▶ [Task details]: Keep every line in which "Normandy" occurs and drop the rest of the data.

Stored dataset items:
* * *
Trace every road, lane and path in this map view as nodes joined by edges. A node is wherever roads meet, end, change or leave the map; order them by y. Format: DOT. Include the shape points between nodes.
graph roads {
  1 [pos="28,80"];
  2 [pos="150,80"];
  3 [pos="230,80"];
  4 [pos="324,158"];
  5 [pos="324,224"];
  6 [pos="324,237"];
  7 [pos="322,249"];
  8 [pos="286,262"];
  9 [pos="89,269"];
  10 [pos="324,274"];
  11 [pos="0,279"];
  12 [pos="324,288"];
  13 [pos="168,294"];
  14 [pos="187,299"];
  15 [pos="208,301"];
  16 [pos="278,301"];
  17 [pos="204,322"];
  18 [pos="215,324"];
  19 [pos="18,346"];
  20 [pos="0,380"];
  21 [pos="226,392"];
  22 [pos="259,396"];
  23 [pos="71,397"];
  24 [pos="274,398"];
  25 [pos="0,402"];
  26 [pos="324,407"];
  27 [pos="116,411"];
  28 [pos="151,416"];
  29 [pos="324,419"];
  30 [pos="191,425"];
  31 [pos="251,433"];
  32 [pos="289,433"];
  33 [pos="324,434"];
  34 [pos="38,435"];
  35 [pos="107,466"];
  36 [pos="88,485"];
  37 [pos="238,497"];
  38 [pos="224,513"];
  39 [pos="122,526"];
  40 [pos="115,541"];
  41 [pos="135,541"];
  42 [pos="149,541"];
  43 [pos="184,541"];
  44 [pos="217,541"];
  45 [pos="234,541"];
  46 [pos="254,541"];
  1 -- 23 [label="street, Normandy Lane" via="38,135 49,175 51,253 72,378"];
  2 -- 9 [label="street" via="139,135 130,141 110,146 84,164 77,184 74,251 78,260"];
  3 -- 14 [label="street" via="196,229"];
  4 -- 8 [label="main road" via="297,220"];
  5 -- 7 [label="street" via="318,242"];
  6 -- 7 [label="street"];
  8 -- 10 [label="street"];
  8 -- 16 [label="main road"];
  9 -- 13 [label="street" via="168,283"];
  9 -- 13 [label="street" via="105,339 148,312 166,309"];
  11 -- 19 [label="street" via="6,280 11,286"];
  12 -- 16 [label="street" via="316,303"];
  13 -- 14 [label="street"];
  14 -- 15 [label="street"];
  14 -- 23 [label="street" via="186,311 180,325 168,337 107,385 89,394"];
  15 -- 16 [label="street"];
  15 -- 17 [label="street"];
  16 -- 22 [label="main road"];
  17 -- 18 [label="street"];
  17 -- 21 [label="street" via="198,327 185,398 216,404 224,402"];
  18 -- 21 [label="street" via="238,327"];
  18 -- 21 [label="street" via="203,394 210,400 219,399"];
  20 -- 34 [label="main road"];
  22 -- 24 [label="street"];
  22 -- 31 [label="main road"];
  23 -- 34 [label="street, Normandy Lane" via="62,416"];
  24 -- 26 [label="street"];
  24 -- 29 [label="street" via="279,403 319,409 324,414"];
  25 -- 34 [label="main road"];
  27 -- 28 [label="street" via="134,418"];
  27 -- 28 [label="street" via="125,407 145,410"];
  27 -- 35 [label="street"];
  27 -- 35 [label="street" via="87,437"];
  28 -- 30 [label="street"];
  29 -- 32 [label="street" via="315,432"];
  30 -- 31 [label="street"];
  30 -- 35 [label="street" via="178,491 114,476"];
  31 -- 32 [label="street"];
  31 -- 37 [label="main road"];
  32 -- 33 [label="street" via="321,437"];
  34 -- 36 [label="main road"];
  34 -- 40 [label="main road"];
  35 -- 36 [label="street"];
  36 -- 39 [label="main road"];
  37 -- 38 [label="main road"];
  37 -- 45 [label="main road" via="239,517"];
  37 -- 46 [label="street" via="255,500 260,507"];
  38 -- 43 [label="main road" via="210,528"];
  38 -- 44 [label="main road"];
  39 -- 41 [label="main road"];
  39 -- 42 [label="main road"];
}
* * *
▶ [Reply]:
  1 -- 23 [label="street, Normandy Lane" via="38,135 49,175 51,253 72,378"];
  23 -- 34 [label="street, Normandy Lane" via="62,416"];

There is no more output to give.